Exercise description: The answer should consist of all the entries, repeated word for word.

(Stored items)
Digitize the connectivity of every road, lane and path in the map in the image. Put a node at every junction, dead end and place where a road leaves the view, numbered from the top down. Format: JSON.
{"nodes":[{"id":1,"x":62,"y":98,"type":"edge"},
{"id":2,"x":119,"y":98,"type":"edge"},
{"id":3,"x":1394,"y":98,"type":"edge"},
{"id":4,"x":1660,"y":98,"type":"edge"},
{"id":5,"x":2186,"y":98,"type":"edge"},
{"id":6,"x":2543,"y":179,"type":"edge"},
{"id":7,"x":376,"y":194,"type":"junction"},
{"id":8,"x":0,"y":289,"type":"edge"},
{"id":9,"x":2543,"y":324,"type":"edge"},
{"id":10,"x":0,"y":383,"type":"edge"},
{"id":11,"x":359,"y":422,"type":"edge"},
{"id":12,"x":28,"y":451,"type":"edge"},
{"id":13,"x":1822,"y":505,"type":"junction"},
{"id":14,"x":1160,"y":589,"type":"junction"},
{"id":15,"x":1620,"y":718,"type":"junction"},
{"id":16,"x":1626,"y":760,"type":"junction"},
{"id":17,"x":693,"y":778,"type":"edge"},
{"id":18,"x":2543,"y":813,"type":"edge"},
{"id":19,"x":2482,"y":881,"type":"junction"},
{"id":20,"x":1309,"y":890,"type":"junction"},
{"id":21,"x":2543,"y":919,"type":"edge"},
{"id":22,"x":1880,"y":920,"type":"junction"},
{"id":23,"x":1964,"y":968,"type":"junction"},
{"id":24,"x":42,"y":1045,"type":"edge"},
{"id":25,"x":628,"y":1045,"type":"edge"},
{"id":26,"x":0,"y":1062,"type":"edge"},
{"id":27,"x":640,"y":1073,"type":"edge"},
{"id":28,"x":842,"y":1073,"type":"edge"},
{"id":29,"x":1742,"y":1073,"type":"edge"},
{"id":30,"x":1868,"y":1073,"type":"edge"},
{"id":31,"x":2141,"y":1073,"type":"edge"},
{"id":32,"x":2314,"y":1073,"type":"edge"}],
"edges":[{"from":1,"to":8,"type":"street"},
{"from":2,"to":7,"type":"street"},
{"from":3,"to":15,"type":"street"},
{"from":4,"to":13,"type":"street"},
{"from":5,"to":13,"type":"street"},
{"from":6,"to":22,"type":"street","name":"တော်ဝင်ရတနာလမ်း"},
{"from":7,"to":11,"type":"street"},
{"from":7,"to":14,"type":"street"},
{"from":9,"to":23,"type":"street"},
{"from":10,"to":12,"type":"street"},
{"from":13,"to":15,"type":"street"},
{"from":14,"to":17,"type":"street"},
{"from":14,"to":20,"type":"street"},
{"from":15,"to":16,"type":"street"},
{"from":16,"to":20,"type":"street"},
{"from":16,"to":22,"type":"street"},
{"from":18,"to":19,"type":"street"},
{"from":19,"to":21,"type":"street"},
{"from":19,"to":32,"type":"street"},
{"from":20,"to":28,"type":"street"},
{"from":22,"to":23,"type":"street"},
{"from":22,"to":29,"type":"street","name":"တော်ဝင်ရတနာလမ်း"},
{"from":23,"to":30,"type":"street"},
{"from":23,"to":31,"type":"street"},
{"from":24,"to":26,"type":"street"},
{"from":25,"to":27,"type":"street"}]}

Solution to this task:
Digitize the connectivity of every road, lane and path in the map in the image. Put a node at every junction, dead end and place where a road leaves the view, numbered from the top down. Format: JSON.
{"nodes":[{"id":1,"x":62,"y":98,"type":"edge"},
{"id":2,"x":119,"y":98,"type":"edge"},
{"id":3,"x":1394,"y":98,"type":"edge"},
{"id":4,"x":1660,"y":98,"type":"edge"},
{"id":5,"x":2186,"y":98,"type":"edge"},
{"id":6,"x":2543,"y":179,"type":"edge"},
{"id":7,"x":376,"y":194,"type":"junction"},
{"id":8,"x":0,"y":289,"type":"edge"},
{"id":9,"x":2543,"y":324,"type":"edge"},
{"id":10,"x":0,"y":383,"type":"edge"},
{"id":11,"x":359,"y":422,"type":"edge"},
{"id":12,"x":28,"y":451,"type":"edge"},
{"id":13,"x":1822,"y":505,"type":"junction"},
{"id":14,"x":1160,"y":589,"type":"junction"},
{"id":15,"x":1620,"y":718,"type":"junction"},
{"id":16,"x":1626,"y":760,"type":"junction"},
{"id":17,"x":693,"y":778,"type":"edge"},
{"id":18,"x":2543,"y":813,"type":"edge"},
{"id":19,"x":2482,"y":881,"type":"junction"},
{"id":20,"x":1309,"y":890,"type":"junction"},
{"id":21,"x":2543,"y":919,"type":"edge"},
{"id":22,"x":1880,"y":920,"type":"junction"},
{"id":23,"x":1964,"y":968,"type":"junction"},
{"id":24,"x":42,"y":1045,"type":"edge"},
{"id":25,"x":628,"y":1045,"type":"edge"},
{"id":26,"x":0,"y":1062,"type":"edge"},
{"id":27,"x":640,"y":1073,"type":"edge"},
{"id":28,"x":842,"y":1073,"type":"edge"},
{"id":29,"x":1742,"y":1073,"type":"edge"},
{"id":30,"x":1868,"y":1073,"type":"edge"},
{"id":31,"x":2141,"y":1073,"type":"edge"},
{"id":32,"x":2314,"y":1073,"type":"edge"}],
"edges":[{"from":1,"to":8,"type":"street"},
{"from":2,"to":7,"type":"street"},
{"from":3,"to":15,"type":"street"},
{"from":4,"to":13,"type":"street"},
{"from":5,"to":13,"type":"street"},
{"from":6,"to":22,"type":"street","name":"တော်ဝင်ရတနာလမ်း"},
{"from":7,"to":11,"type":"street"},
{"from":7,"to":14,"type":"street"},
{"from":9,"to":23,"type":"street"},
{"from":10,"to":12,"type":"street"},
{"from":13,"to":15,"type":"street"},
{"from":14,"to":17,"type":"street"},
{"from":14,"to":20,"type":"street"},
{"from":15,"to":16,"type":"street"},
{"from":16,"to":20,"type":"street"},
{"from":16,"to":22,"type":"street"},
{"from":18,"to":19,"type":"street"},
{"from":19,"to":21,"type":"street"},
{"from":19,"to":32,"type":"street"},
{"from":20,"to":28,"type":"street"},
{"from":22,"to":23,"type":"street"},
{"from":22,"to":29,"type":"street","name":"တော်ဝင်ရတနာလမ်း"},
{"from":23,"to":30,"type":"street"},
{"from":23,"to":31,"type":"street"},
{"from":24,"to":26,"type":"street"},
{"from":25,"to":27,"type":"street"}]}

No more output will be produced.